巨体を起こして広間の中心で4人と対峙するマグナ・シリウス。

サリエルの2、3倍程の大きさを誇るマグナ・シリウスに少し狼狽えながらも武器を構える。


「どうしてここにこんな奴がいるんでしょうか・・・!?」

「マグナ・シリウス―――なんかヤバそうな名前ですね」

「・・・油断してはいけないような気がします・・・」


ぬえが怯えながら発言すると、マグナ・シリウスの口から闇が溢れ出したのだ。

真っ黒い魔障が溢れ出て、目を真っ赤に染めるシリウスは只者では無いという事だけは悟った4人。


「我が名はシリウス・・・博麗製鋼に作られし、最高の技術にして最高の藝術なり・・・。

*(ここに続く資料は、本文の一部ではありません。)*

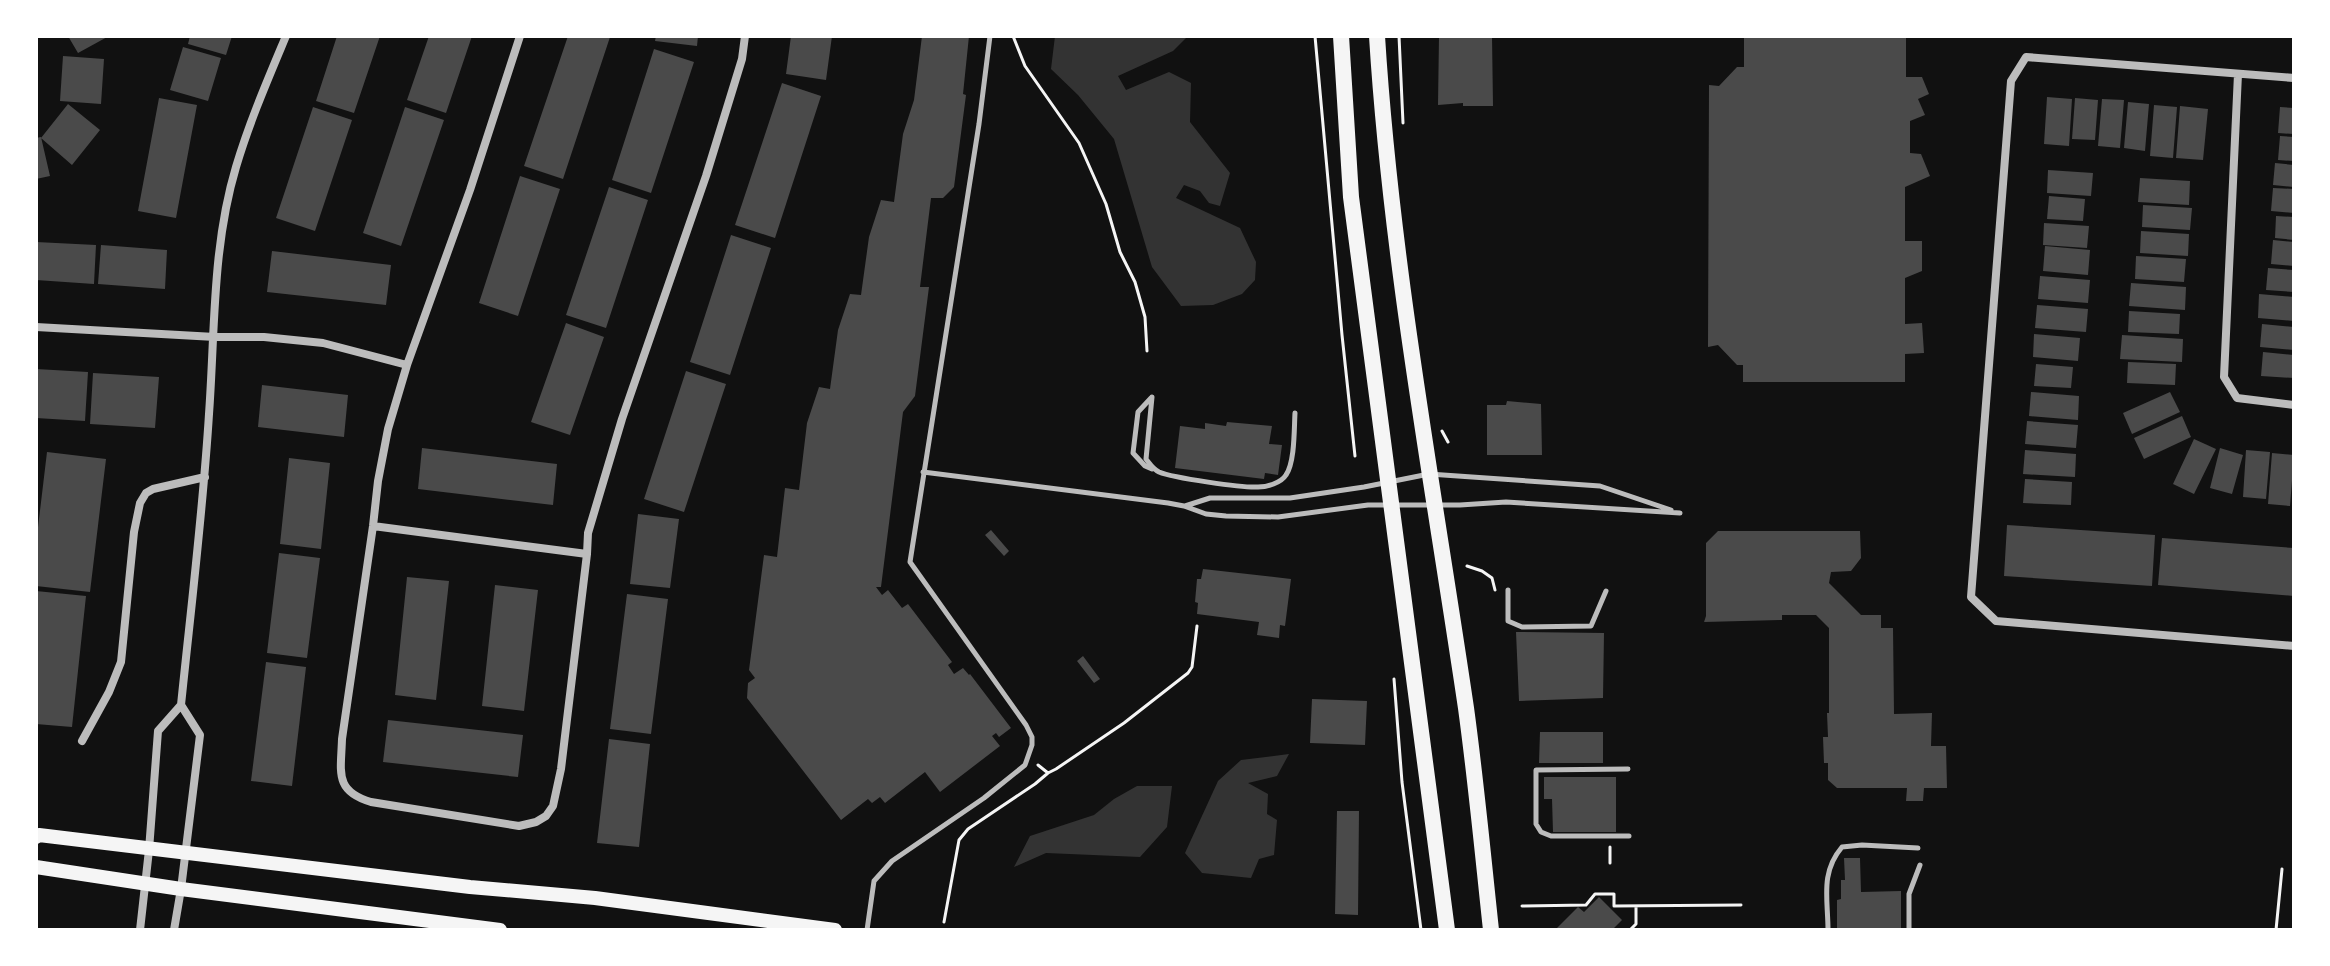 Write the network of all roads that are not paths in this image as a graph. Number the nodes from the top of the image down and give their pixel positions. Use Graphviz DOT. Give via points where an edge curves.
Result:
graph roads {
  1 [pos="286,36"];
  2 [pos="520,36"];
  3 [pos="745,36"];
  4 [pos="990,36"];
  5 [pos="1341,36"];
  6 [pos="1377,36"];
  7 [pos="2238,74"];
  8 [pos="2294,78"];
  9 [pos="36,327"];
  10 [pos="215,337"];
  11 [pos="407,365"];
  12 [pos="2294,405"];
  13 [pos="1295,413"];
  14 [pos="1155,470"];
  15 [pos="923,472"];
  16 [pos="1429,474"];
  17 [pos="205,477"];
  18 [pos="1388,482"];
  19 [pos="1433,504"];
  20 [pos="1391,505"];
  21 [pos="1184,506"];
  22 [pos="373,526"];
  23 [pos="587,554"];
  24 [pos="1508,590"];
  25 [pos="1606,591"];
  26 [pos="2294,646"];
  27 [pos="181,705"];
  28 [pos="82,741"];
  29 [pos="1628,769"];
  30 [pos="1629,836"];
  31 [pos="36,837"];
  32 [pos="1918,848"];
  33 [pos="149,850"];
  34 [pos="185,854"];
  35 [pos="1920,865"];
  36 [pos="36,867"];
  37 [pos="145,883"];
  38 [pos="181,889"];
  39 [pos="140,930"];
  40 [pos="174,930"];
  41 [pos="500,930"];
  42 [pos="835,930"];
  43 [pos="867,930"];
  44 [pos="1447,930"];
  45 [pos="1491,930"];
  46 [pos="1828,930"];
  47 [pos="1909,930"];
  1 -- 10 [label="street" via="236,167 215,288"];
  2 -- 11 [label="street"];
  3 -- 23 [label="street" via="706,176 622,419 588,533"];
  4 -- 15 [label="lane"];
  5 -- 18 [label="main road" via="1351,197"];
  6 -- 16 [label="main road" via="1392,203"];
  7 -- 8 [label="street"];
  7 -- 12 [label="street" via="2224,377 2237,398"];
  7 -- 26 [label="street" via="2026,57 2011,81 1971,597 1996,621"];
  9 -- 10 [label="street"];
  10 -- 11 [label="street" via="323,343"];
  10 -- 17 [label="street"];
  11 -- 22 [label="street" via="388,429"];
  13 -- 14 [label="lane" via="1292,456 1286,475 1276,483 1257,487"];
  14 -- 14 [label="lane" via="1146,459 1152,397 1138,412 1133,453"];
  15 -- 21 [label="lane"];
  15 -- 43 [label="lane" via="910,562 1032,737 1025,765 892,861 874,881"];
  16 -- 18 [label="lane"];
  16 -- 19 [label="main road"];
  16 -- 19 [label="lane" via="1600,486 1680,513 1506,502"];
  17 -- 27 [label="street"];
  17 -- 28 [label="street" via="153,489 140,503 121,662"];
  18 -- 20 [label="main road"];
  18 -- 21 [label="lane" via="1290,498 1210,498"];
  19 -- 20 [label="lane"];
  19 -- 45 [label="main road" via="1466,711"];
  20 -- 21 [label="lane" via="1278,517 1206,514"];
  20 -- 44 [label="main road"];
  22 -- 23 [label="street"];
  22 -- 23 [label="street" via="342,739 345,788 371,802 519,826 536,822 553,806"];
  24 -- 25 [label="lane" via="1508,621 1522,627 1591,626"];
  27 -- 33 [label="street" via="158,731"];
  27 -- 34 [label="street" via="200,735"];
  29 -- 30 [label="lane" via="1536,770 1536,824 1551,836"];
  31 -- 33 [label="main road"];
  32 -- 46 [label="lane" via="1842,847 1828,875"];
  33 -- 34 [label="main road"];
  33 -- 37 [label="street"];
  34 -- 38 [label="street"];
  34 -- 42 [label="main road"];
  35 -- 47 [label="lane" via="1909,894"];
  36 -- 37 [label="main road"];
  37 -- 38 [label="main road"];
  37 -- 39 [label="street"];
  38 -- 40 [label="street"];
  38 -- 41 [label="main road"];
}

・・・我を恐れよ、凝固なる闇を心に閉ざして我を讃えよ・・・・」


録音された音声が流された。

それは野太い男性の声であったが、今までのサミニウム源の警備用ロボットとは違って貫禄が存在した。


「てかこれ録音した人、凄く恥ずかしいだろうなあ」

「そこは黙っててあげよう、シリウスが他の警備用ロボットとは格が違うことの現れだから」


サリエルはそんなシリウスにセノヴァを構えた。


「今からこの剣で斬り裂いてやる!」

「そうか・・・。・・・最高の藝術に傷一つ付けれられるか・・・?」


普通に会話したシリウス。


「え!?機械音声!?てか知能持ってる!?」

「我は最高の技術にして藝術・・・そんな事は当たり前だ」


シリウスは相変わらず口から闇を醸し出していた。


「・・・知能とかいう随分無駄な機能が備わってるみたいだけど・・・。

・・・そんなのも、この剣でぶった斬る!」


するとシリウスはそんなサリエルを薄笑いで小馬鹿にしてから威厳を持って言い放った。

貫禄のある重たい発言。


「・・・希望、真実、夢・・・。


・・・心の何処に存在し、心の何処へ行くのか?


・・・そんな儚き妄想は、我が力で破壊する!」


                    δ


マグナ・シリウスはその巨体を生かしていきなり4人に向かって圧し掛かってきたのだ!

4人は慌ててすぐに離れ、先程までいた場所で衝撃波が起こり、地震のような振動も発生した。


「うわ!?」


足元のバランスを崩し、ぬえとカナは尻餅をついてしまう。

サリエルと夢美は吹き荒れる衝撃波に耐え乍ら武器を構え、敵を見据えた。


「あの目が検知センサーだったな・・・!」


しかし夢美はハイドロガンであり、放った気圧は衝撃波によってかき消されてしまう。

物理的にサリエルがセノヴァで引き裂くしか方法は無い。


「さ、サリエルっ!」

「任せて!」


サリエルは衝撃波が収まらない中、セノヴァを構えて一気に飛びかかった。

衝撃波が彼女の行く手を遮るが、そんな中重たい一撃を究極の芸術に当てようとした。


「今だ!」


そこでアシストに入ったのはぬえであった。

尻餅をつきながらもショットガンの銃口の狙いをマグナ・シリウスの眼に向け、引き金を引いた。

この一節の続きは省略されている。